While some hunters have favored shapes for food plots, Smith said he doesn’t think that aspect really makes any difference.
“I let the topography tell me how a food plot should be laid out,” he said. “If you’re in a rather damp area, you need to plant on the ridges, which might not be square or regularly shaped.”
He also said that game trails can dictate pinching food plots so that deer feel comfortable when they cross.
“If you know deer are heavily traveling a trail, leave a bottleneck,” Smith said.
The real key is to ensure that the plots are large enough to truly supplement the area’s natural browse.
Smith recognized that many lessees are pretty restricted in their food plot management, since many owners frown upon a club chopping down large swaths of trees to make openings, but he said where possible, green patches should be large enough to provide ample food for the area’s deer.

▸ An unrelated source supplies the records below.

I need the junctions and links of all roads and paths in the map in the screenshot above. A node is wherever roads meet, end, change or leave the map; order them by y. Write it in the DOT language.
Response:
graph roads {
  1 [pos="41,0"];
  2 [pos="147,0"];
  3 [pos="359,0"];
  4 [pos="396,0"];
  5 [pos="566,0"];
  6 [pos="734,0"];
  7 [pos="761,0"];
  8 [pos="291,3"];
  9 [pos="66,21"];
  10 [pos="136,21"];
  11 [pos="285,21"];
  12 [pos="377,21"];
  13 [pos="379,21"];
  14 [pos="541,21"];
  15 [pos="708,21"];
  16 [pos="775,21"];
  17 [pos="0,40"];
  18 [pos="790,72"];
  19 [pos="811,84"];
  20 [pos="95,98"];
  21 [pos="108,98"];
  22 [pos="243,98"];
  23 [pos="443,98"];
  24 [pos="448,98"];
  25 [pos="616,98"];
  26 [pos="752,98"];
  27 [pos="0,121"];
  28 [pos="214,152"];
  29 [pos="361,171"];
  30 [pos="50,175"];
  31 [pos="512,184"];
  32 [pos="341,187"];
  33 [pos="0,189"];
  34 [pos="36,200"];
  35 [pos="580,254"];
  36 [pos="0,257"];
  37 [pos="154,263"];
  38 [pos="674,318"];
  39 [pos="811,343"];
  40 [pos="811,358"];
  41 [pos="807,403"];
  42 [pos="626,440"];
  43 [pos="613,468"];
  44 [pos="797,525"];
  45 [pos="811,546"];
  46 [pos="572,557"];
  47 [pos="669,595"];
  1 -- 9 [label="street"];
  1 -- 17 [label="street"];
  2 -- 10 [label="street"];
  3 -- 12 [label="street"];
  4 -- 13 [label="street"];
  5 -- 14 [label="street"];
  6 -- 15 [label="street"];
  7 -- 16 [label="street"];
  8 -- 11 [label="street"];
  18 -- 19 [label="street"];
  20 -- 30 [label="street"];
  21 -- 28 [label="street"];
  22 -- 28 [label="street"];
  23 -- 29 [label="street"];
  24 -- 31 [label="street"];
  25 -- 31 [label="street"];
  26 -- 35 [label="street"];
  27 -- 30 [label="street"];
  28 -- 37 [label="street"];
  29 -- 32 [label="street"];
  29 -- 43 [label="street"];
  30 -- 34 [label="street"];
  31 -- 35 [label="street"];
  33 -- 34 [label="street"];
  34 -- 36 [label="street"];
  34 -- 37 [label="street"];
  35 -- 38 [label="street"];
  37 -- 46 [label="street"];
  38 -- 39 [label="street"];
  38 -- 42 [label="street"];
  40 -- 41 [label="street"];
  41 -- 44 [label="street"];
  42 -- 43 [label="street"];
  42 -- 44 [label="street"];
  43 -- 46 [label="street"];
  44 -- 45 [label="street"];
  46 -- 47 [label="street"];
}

“If it’s less than an acre, usually it’s not much more than acting as an attractant,” he explained. “You’re not going to hold many deer with food plots less than an acre.”
His food plot of choice would measure as much as 15 acres, but he said he wouldn’t make all of the fields too large.
“I’m not a big fan of having huge food plots,” Smith said.
However, there should be some large openings that provide deer with visibility when they are feeding or socializing.
“I like to see a big field,” he said. “Deer like to go to a field, especially at night. They like to get out in the open and congregate.
“It’s a good staging area.”
Just as important as the size of food plots is the timing of plantings.
While a majority of clubs simply plant fall plots to provide hunting opportunities, Smith said he thinks these hunters are missing the mark.
“Spring planting is most important,” he said. “You’ve got to grow them. You’ve got to give them food.”
And he believes in high-protein vegetation.
Meng’s property is a veritable soybean factory during the summer, with everything that sprouts going to the deer.
“He doesn’t farm any of it; he plants it strictly for the deer,” Smith said.
This isn’t a cheap practice, but Smith said it’s yielded incredible results in a very short amount of time.
Smith recognized that soybeans might not be feasible for many landowners and clubs, but he said the same results can be achieved by planting such protein-rich vegetation as Mossy Oak BioLogic and Imperial Whitetail Clover.
These clover varieties do very well in spring and summer plantings, providing deer with plenty of nutrition throughout the growing season.
One of the problems, however, is that deer will quickly mow down favored agricultural crops once they develop a taste for the succulent vegetation, even if the plantings aren’t soybeans.
“People plant food plots and call all the time, saying, ‘My food plot isn’t growing,’” Smith said. “That’s because the deer are eating it.
“We had to replant several times last year.”
Smith illustrated just how much deer can eat by pointing to small, fenced enclosures in various food plots on Meng’s property.
While the surrounding greenery was about as tall as your average golf-course fairway, the growth inside the exclusion fences was lush.
“That’s what the food plot would look like without deer,” Smith said.
Just as important as maintaining food, however, is properly developing a property’s forest.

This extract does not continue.